— Records to process —
>>>

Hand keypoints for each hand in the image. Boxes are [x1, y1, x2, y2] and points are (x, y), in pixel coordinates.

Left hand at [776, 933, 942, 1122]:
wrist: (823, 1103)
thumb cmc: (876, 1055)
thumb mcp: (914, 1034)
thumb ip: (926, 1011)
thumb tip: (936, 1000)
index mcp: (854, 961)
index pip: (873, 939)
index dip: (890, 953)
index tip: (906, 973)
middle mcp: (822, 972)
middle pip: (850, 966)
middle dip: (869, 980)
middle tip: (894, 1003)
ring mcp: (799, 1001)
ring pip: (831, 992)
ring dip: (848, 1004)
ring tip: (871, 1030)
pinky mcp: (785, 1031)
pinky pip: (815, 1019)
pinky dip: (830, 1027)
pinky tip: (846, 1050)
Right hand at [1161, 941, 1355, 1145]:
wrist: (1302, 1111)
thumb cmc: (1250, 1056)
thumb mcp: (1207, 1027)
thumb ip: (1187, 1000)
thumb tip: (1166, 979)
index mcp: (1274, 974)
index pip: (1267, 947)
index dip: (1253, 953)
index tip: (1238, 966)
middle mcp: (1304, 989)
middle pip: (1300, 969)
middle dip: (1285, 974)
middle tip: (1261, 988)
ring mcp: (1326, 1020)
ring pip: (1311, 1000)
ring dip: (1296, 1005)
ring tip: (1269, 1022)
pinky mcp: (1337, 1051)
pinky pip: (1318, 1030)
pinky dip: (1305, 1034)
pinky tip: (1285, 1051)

<<<
>>>

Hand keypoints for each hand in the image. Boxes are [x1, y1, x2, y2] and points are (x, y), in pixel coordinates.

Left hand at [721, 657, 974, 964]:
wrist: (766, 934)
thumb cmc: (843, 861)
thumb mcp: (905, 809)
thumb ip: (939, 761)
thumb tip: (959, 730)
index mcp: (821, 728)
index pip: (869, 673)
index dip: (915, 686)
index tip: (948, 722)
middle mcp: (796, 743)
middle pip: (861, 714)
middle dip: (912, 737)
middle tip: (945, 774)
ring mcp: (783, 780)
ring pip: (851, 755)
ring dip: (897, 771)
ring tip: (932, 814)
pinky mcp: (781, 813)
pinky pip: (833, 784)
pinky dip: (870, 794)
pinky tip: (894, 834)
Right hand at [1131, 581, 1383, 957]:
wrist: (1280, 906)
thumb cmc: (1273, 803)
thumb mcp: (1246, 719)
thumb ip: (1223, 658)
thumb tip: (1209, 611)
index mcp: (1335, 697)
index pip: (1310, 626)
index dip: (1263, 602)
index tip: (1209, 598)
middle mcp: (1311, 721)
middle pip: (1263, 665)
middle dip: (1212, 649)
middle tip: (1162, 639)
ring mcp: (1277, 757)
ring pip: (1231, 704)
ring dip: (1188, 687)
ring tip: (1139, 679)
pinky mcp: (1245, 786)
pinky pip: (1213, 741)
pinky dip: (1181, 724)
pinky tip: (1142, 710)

<<<
>>>

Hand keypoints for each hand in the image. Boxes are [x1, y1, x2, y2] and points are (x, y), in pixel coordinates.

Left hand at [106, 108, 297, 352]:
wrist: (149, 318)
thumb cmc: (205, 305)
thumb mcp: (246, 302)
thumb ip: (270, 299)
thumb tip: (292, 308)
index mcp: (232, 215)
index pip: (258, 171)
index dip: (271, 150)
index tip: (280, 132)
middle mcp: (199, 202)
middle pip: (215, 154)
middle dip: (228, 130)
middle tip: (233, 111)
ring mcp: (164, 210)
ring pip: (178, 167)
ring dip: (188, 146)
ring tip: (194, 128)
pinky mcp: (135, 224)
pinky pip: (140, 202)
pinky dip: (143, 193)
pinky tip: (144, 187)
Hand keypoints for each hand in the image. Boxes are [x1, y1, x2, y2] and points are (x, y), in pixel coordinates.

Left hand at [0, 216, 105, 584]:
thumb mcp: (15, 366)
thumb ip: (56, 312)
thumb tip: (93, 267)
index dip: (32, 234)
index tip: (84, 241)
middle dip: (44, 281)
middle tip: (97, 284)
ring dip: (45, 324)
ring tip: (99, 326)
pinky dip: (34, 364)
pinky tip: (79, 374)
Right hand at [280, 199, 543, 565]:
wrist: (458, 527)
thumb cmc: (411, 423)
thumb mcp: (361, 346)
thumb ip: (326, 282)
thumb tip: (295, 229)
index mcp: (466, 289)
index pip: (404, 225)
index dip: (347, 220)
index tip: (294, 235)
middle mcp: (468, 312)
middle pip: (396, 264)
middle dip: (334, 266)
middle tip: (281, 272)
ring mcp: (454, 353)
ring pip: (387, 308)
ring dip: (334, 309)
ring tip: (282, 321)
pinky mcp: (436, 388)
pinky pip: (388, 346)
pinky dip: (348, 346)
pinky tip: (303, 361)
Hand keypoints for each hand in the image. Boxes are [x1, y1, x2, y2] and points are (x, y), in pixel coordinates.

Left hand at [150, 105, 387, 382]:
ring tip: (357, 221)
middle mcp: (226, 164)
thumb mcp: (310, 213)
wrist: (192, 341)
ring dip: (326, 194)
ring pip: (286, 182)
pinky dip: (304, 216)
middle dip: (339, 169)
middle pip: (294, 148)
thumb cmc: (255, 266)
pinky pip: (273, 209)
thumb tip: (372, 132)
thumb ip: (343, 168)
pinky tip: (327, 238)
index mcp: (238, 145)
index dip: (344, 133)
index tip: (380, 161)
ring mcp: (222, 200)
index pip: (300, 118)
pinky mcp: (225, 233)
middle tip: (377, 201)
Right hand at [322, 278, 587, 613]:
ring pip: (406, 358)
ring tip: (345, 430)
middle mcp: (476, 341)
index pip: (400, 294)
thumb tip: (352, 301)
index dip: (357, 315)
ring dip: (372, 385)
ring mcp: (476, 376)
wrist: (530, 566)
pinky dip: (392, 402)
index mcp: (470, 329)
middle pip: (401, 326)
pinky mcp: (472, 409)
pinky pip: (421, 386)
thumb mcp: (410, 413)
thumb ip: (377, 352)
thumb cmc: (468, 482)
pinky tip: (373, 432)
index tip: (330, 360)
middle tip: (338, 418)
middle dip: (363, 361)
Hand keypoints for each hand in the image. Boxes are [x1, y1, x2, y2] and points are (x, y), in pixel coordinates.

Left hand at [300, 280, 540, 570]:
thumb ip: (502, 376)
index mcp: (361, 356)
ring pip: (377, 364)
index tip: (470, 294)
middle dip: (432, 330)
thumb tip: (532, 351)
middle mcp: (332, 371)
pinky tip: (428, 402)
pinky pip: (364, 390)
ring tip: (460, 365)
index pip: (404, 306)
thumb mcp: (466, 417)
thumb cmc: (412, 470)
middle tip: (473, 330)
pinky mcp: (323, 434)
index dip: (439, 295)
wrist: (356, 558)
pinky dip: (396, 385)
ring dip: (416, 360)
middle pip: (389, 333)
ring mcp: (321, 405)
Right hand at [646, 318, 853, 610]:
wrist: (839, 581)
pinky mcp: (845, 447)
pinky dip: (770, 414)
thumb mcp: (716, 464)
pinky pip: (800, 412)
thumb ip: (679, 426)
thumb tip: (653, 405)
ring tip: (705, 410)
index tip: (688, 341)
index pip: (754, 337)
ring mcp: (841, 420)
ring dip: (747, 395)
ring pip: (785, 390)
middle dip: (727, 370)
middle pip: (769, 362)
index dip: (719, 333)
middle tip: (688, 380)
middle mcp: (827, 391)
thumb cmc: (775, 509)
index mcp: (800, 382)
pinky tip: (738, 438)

<<<

— Goal of the exercise —
Reproduce only the lines above, starting at the line with "pinky tip: (894, 834)" and ending at the line with "ring dip: (1188, 687)", exactly as written.

— Solution to the problem —
pinky tip: (894, 834)
Right hand at [1131, 581, 1383, 957]:
wrist: (1280, 906)
thumb cmc: (1273, 803)
thumb mcp: (1246, 719)
thumb ip: (1223, 658)
thumb tip: (1209, 611)
index mcp: (1335, 697)
index pip: (1310, 626)
index dip: (1263, 602)
index tip: (1209, 598)
middle mcp: (1311, 721)
middle pip: (1263, 665)
middle dip: (1212, 649)
middle tip: (1162, 639)
ring mcp: (1277, 757)
ring pip: (1231, 704)
ring dip: (1188, 687)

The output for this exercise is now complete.